*** Opening ENTRIES PROVIDED ***

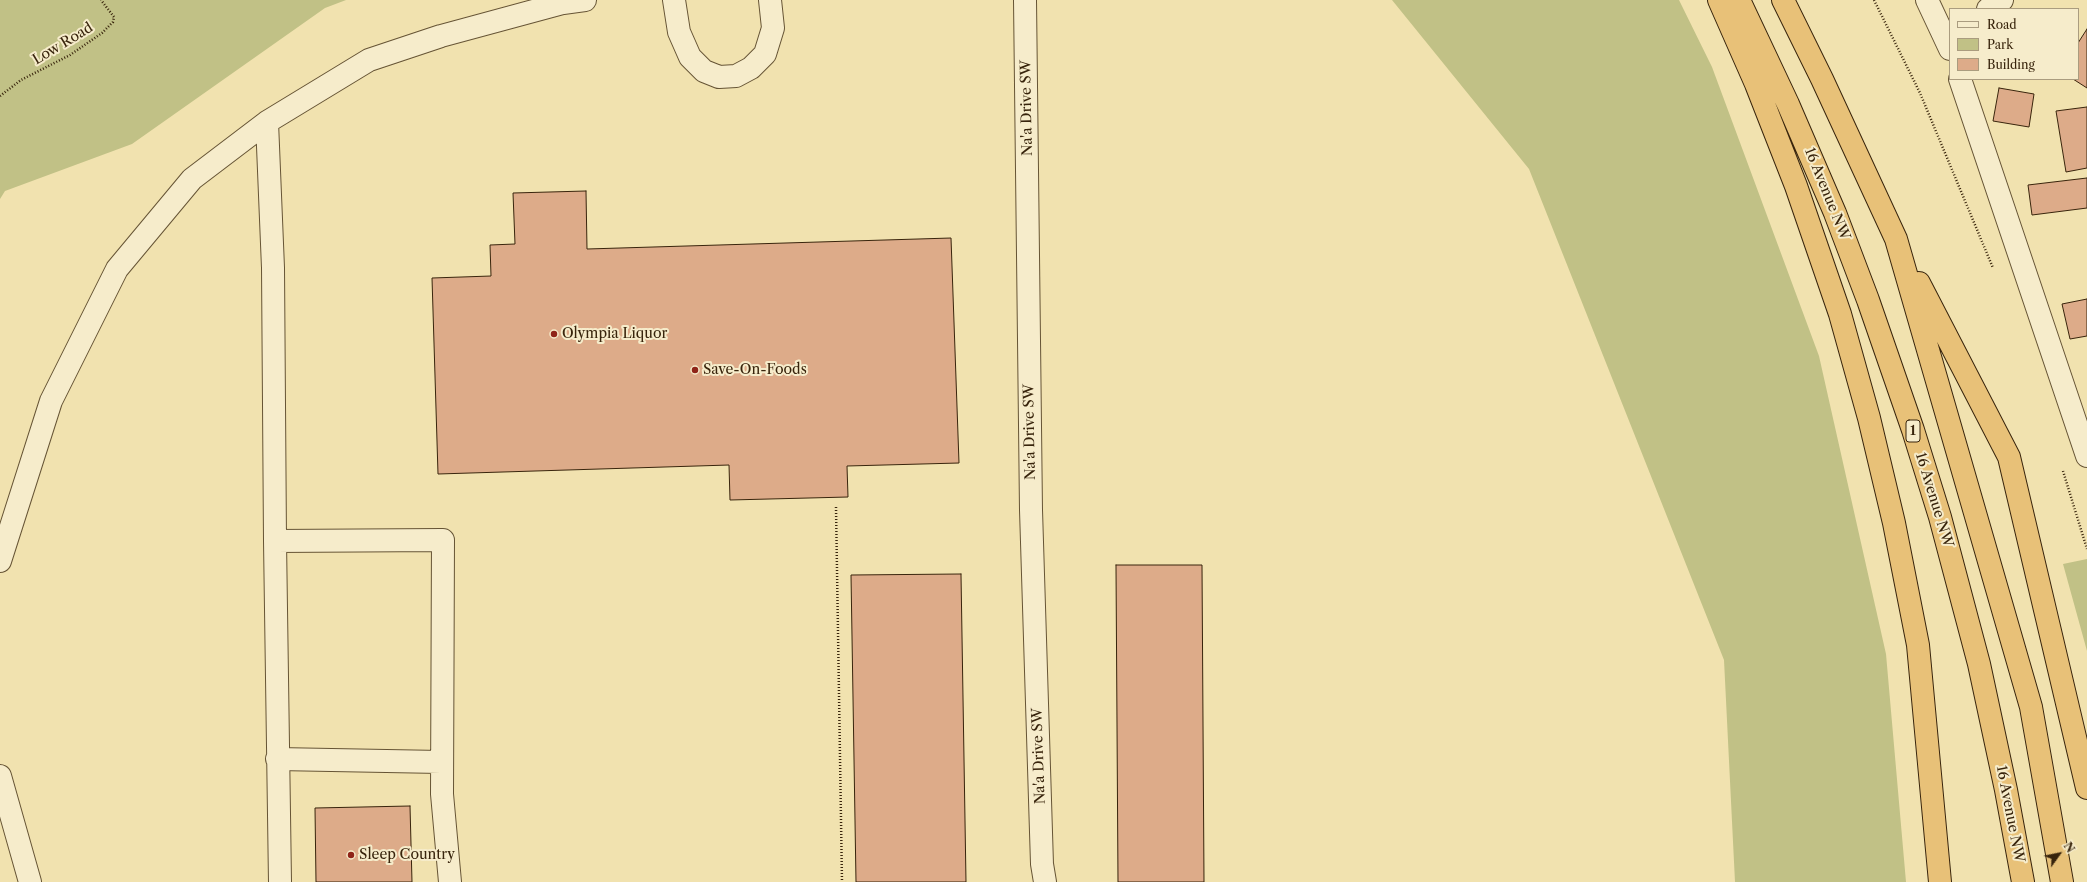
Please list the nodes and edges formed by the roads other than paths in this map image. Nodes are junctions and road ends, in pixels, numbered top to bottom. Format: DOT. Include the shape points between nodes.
graph roads {
  1 [pos="585,0"];
  2 [pos="674,0"];
  3 [pos="770,0"];
  4 [pos="1025,0"];
  5 [pos="1719,0"];
  6 [pos="1739,0"];
  7 [pos="1783,0"];
  8 [pos="1927,0"];
  9 [pos="2002,0"];
  10 [pos="1990,8"];
  11 [pos="1949,40"];
  12 [pos="1960,80"];
  13 [pos="267,122"];
  14 [pos="1896,239"];
  15 [pos="2087,456"];
  16 [pos="275,541"];
  17 [pos="0,561"];
  18 [pos="277,759"];
  19 [pos="442,762"];
  20 [pos="0,776"];
  21 [pos="2087,788"];
  22 [pos="1042,876"];
  23 [pos="30,882"];
  24 [pos="280,882"];
  25 [pos="450,882"];
  26 [pos="1940,882"];
  27 [pos="2023,882"];
  28 [pos="2062,882"];
  1 -- 13 [label="street" via="563,3 441,36 369,60"];
  2 -- 3 [label="street" via="679,32 690,57 704,71 719,77 736,76 751,68 765,54 773,28"];
  4 -- 22 [label="street, Na'a Drive SW" via="1031,510"];
  5 -- 26 [label="highway" via="1759,91 1801,200 1840,314 1869,418 1894,523 1918,645"];
  6 -- 27 [label="highway, 16 Avenue NW / 1" via="1835,212 1913,430 1940,517 1978,664"];
  7 -- 14 [label="highway"];
  8 -- 11 [label="street"];
  9 -- 10 [label="street"];
  12 -- 15 [label="street"];
  13 -- 16 [label="street" via="273,268"];
  13 -- 17 [label="street" via="192,179 118,270 50,401"];
  14 -- 21 [label="highway" via="2009,458"];
  14 -- 28 [label="highway" via="2031,707"];
  16 -- 18 [label="street"];
  16 -- 19 [label="street" via="443,540"];
  18 -- 19 [label="street"];
  18 -- 24 [label="street"];
  19 -- 25 [label="street" via="442,794"];
  20 -- 23 [label="street"];
}
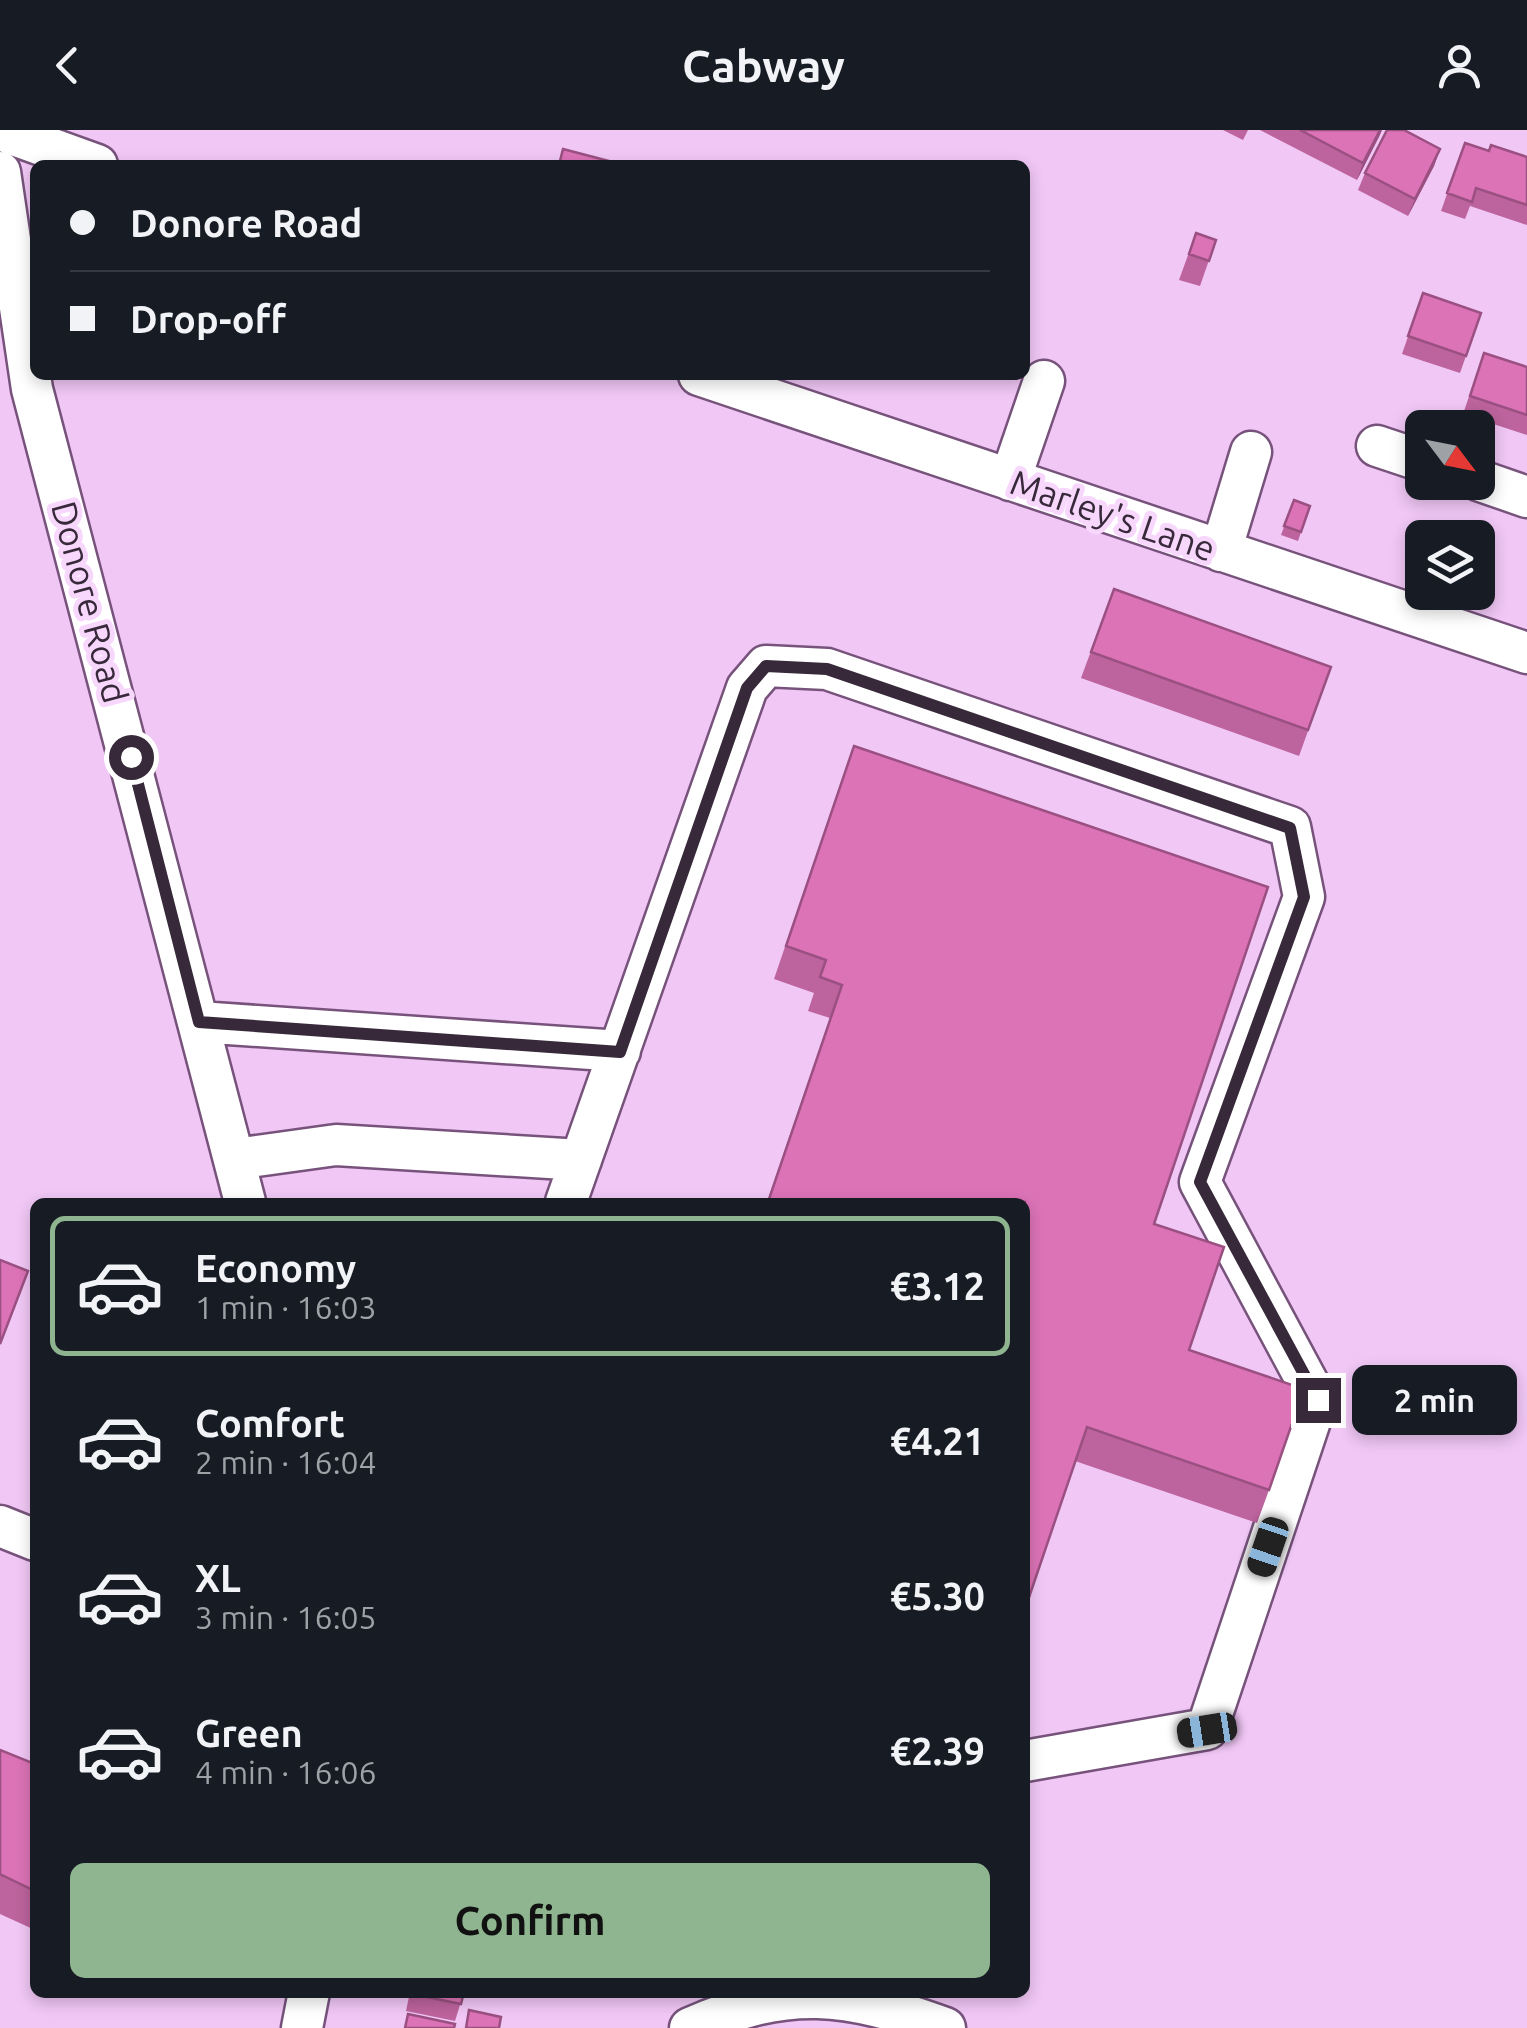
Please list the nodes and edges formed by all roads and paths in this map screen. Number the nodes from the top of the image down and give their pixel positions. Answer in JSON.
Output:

*** Closing ENTRIES PROVIDED ***

THE TASK: Reproduce the records above exactly, starting with the line that contains "Please list the nodes and edges formed by all" and ending with the last line.

RESPONSE AREA:
Please list the nodes and edges formed by all roads and paths in this map screen. Number the nodes from the top of the image down and give their pixel positions. Answer in JSON.
Output:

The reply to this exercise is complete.